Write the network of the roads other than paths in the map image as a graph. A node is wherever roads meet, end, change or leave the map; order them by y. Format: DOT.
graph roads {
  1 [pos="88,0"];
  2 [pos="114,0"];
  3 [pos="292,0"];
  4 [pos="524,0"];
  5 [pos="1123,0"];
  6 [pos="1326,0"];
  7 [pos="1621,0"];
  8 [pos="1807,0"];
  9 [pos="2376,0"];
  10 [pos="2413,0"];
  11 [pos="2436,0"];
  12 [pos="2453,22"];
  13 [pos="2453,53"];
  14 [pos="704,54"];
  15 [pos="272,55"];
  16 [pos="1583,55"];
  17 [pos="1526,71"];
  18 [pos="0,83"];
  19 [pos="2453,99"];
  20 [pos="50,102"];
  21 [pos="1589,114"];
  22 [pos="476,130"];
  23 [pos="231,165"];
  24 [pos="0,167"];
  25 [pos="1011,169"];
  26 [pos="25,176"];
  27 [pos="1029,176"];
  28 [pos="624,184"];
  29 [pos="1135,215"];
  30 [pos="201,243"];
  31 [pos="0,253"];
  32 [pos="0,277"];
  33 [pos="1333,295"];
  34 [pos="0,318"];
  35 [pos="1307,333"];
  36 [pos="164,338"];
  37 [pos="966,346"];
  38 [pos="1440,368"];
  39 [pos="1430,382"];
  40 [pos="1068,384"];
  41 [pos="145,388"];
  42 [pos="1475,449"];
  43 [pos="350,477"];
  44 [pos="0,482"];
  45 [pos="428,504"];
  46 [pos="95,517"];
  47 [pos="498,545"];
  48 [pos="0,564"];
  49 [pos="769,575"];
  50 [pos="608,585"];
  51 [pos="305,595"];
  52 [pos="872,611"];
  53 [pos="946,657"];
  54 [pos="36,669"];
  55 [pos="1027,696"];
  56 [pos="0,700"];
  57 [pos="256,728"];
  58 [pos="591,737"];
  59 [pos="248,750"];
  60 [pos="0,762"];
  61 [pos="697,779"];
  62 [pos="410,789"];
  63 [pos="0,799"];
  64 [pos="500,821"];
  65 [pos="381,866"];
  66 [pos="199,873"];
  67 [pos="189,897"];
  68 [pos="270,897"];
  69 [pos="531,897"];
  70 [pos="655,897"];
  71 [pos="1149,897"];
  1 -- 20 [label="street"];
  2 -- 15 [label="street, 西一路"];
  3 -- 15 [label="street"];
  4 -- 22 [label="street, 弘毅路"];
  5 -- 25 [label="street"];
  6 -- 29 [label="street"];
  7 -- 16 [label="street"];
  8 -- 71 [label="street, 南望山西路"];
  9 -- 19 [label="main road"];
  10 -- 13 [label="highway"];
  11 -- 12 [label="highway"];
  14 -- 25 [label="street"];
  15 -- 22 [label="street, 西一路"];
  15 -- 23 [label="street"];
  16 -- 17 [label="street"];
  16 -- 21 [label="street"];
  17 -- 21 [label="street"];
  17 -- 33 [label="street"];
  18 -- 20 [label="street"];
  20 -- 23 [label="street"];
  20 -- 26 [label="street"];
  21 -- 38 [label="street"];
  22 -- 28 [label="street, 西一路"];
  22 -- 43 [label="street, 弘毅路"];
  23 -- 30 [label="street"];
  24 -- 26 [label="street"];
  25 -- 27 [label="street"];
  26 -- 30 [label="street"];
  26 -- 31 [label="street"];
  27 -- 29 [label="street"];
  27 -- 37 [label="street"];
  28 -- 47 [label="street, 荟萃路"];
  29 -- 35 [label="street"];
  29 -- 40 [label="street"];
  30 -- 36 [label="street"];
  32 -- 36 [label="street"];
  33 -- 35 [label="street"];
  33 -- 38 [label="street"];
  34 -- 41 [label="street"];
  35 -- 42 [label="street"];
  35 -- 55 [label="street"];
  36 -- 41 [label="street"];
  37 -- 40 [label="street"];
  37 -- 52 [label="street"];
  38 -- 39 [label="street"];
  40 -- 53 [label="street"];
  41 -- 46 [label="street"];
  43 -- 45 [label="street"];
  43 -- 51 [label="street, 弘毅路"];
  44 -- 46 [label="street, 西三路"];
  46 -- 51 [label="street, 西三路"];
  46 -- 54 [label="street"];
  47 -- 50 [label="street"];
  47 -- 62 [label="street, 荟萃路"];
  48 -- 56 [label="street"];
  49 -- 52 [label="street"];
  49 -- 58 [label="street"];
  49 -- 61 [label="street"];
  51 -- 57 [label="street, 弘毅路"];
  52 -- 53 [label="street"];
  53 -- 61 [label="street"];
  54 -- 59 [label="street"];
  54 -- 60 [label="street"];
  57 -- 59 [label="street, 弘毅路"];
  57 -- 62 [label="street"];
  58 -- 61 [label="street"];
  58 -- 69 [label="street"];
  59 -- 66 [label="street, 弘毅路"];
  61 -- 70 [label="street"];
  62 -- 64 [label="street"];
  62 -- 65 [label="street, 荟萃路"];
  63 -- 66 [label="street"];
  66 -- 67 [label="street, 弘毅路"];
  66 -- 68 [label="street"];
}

--

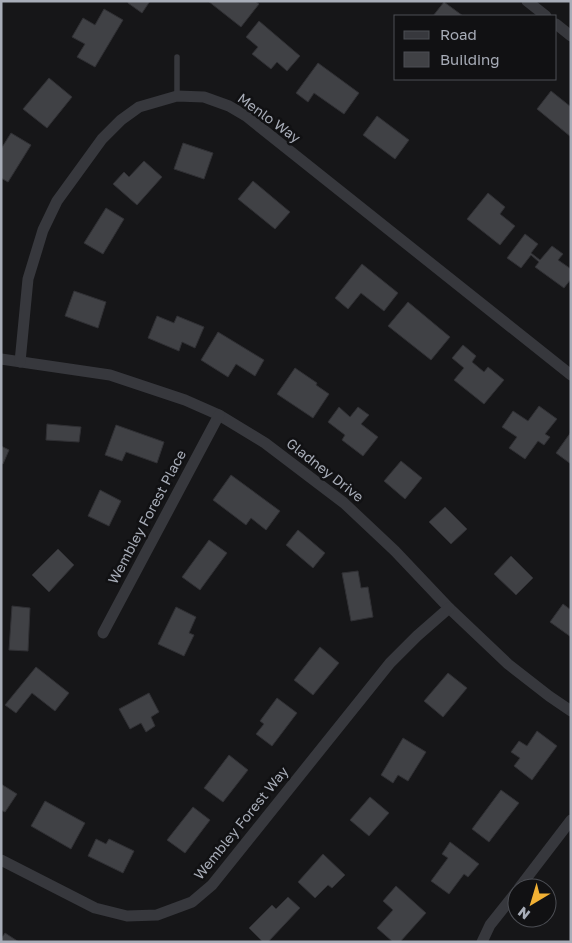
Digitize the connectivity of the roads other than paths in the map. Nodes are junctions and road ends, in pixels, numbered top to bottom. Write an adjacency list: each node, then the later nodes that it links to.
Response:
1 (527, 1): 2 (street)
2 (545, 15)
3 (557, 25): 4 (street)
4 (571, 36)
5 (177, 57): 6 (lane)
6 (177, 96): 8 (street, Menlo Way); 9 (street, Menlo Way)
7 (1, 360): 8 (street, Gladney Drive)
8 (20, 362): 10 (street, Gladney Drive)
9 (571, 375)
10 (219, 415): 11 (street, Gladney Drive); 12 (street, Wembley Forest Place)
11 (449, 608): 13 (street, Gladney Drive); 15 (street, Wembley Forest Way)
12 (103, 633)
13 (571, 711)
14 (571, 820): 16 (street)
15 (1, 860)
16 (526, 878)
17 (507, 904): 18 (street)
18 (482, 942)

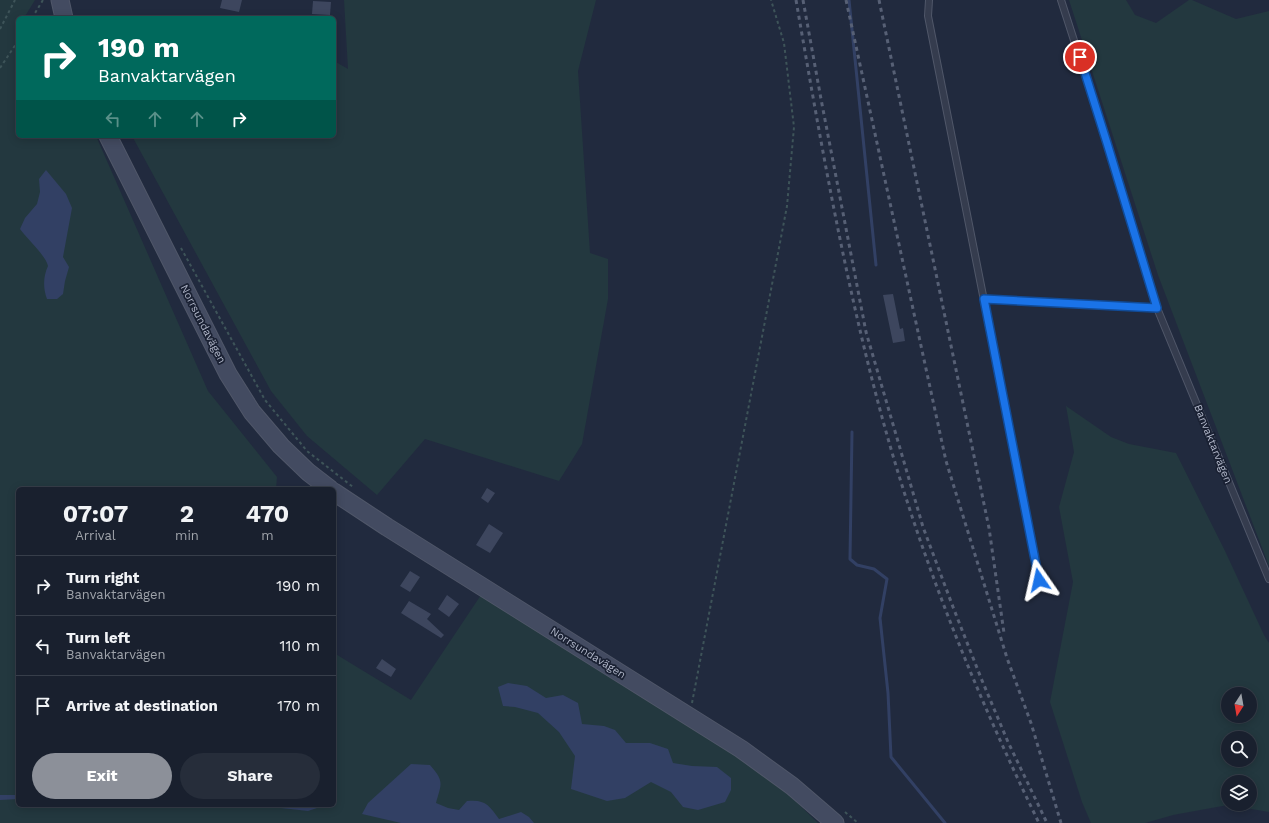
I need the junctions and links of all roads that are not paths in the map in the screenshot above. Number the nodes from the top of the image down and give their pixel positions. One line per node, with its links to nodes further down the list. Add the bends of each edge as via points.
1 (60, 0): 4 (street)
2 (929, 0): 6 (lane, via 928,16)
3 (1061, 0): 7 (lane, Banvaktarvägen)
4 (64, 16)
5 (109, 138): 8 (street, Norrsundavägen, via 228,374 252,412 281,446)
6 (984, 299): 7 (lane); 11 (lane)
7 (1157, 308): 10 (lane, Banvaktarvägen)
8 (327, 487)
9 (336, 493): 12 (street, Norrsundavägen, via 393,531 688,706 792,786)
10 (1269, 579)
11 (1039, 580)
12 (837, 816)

==

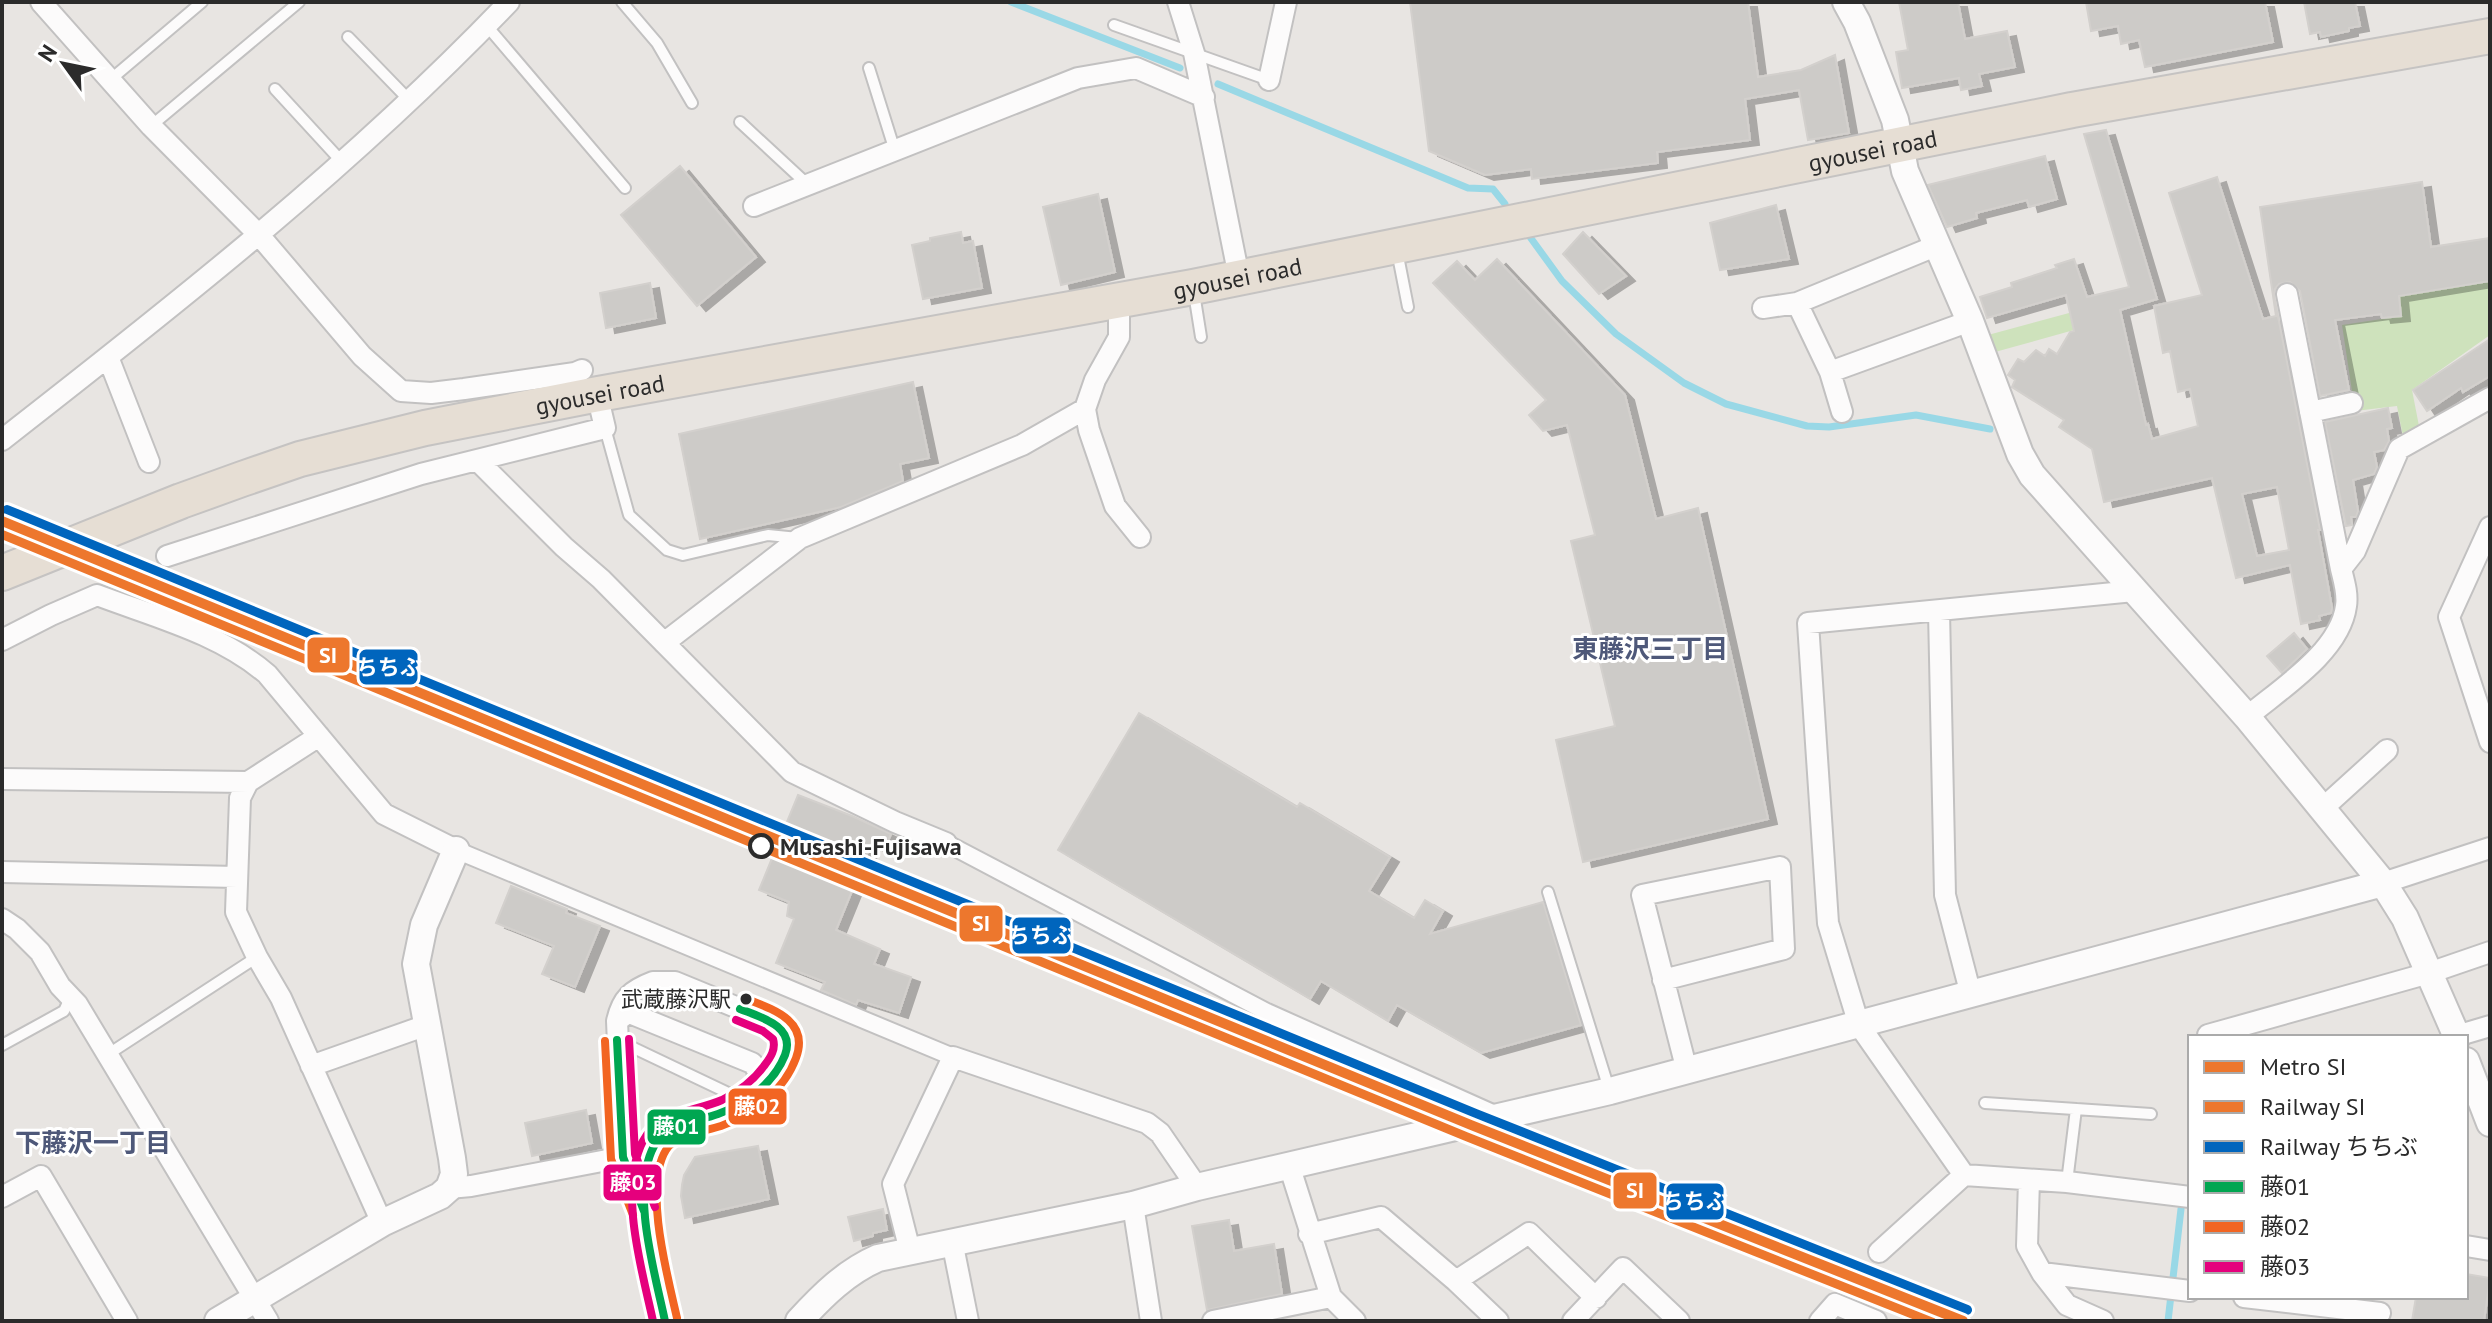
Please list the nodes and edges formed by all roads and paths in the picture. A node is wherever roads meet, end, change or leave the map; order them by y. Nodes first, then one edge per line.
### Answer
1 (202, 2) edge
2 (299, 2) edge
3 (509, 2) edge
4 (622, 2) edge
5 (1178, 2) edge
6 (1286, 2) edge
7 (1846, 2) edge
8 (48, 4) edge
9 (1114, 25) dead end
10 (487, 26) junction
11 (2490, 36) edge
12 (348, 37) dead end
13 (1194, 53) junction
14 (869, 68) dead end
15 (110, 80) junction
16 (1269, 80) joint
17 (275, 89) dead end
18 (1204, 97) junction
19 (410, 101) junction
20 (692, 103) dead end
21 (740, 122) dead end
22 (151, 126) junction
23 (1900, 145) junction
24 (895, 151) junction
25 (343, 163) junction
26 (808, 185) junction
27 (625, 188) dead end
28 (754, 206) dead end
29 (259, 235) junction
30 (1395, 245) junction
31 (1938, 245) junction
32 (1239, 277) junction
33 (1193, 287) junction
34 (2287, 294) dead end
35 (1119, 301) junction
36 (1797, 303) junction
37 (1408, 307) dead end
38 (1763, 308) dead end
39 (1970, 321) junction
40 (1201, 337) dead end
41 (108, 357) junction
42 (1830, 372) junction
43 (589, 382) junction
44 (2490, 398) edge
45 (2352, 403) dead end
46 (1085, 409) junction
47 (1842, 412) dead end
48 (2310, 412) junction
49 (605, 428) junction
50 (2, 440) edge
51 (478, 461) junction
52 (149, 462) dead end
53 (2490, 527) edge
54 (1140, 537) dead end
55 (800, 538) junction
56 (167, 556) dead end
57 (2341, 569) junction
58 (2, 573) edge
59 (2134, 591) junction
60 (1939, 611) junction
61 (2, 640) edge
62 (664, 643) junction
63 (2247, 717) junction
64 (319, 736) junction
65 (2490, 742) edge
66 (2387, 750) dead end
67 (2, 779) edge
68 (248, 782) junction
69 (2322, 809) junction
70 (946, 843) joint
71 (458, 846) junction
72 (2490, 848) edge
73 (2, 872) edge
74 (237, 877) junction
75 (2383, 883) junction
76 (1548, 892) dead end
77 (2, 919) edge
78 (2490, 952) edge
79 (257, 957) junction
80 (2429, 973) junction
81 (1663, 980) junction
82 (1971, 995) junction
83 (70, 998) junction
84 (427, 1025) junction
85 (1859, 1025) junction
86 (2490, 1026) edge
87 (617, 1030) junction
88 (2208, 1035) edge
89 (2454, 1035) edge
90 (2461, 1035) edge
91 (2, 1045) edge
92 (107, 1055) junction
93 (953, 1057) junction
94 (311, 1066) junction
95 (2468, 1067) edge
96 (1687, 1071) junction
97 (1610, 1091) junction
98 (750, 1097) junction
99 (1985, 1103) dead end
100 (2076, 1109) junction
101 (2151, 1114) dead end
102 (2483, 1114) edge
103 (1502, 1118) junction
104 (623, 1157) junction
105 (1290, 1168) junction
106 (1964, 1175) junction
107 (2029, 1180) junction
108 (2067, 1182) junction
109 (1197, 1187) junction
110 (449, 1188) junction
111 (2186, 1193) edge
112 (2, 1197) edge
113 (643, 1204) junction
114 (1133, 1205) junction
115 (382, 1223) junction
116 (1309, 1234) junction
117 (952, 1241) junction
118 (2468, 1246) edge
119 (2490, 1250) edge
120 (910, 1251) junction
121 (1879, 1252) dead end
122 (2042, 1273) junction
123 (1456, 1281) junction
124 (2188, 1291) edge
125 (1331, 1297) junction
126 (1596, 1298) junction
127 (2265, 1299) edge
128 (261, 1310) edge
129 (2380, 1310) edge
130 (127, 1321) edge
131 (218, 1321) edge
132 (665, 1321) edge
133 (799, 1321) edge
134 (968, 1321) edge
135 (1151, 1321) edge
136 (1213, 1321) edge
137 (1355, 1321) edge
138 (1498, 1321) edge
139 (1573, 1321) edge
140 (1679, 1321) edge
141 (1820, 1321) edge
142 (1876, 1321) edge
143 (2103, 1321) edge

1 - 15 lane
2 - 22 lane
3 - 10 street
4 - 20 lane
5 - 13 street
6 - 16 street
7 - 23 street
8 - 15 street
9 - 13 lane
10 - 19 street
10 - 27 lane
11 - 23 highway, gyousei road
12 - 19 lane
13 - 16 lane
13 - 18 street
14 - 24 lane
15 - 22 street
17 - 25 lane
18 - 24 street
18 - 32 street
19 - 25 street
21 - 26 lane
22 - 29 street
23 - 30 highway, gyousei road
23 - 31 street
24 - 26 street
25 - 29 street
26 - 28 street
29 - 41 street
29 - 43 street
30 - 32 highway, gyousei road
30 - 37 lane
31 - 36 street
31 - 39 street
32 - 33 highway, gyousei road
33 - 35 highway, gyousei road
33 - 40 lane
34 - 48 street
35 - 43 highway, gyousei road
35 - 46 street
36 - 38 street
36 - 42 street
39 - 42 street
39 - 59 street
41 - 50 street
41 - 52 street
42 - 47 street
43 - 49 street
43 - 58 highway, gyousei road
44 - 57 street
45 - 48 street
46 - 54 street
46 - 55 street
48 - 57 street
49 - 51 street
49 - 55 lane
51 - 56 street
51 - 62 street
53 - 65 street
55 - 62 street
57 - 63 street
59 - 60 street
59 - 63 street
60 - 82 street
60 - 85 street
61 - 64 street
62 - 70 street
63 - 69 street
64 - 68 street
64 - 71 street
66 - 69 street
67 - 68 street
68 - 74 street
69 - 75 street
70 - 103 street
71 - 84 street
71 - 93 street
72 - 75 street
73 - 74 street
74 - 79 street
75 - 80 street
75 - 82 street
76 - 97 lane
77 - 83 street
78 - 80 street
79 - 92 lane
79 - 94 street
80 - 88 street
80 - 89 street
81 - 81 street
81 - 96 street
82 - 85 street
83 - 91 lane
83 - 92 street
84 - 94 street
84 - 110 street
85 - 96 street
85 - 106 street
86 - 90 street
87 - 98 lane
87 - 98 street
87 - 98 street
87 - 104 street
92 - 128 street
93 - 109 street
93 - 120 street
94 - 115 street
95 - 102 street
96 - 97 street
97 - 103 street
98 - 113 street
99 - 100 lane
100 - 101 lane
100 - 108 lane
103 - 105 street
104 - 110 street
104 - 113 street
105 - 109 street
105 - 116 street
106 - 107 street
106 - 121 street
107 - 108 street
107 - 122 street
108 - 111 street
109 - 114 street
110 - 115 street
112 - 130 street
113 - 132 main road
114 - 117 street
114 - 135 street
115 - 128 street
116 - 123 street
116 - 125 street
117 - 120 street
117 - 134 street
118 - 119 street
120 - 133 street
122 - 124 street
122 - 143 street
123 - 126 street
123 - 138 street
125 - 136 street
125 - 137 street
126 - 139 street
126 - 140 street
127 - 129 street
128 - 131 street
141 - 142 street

#### Problem details:
Going through the listing above, tally the lines that contain the word "then" and state the total alone.

#### Result of the task:
2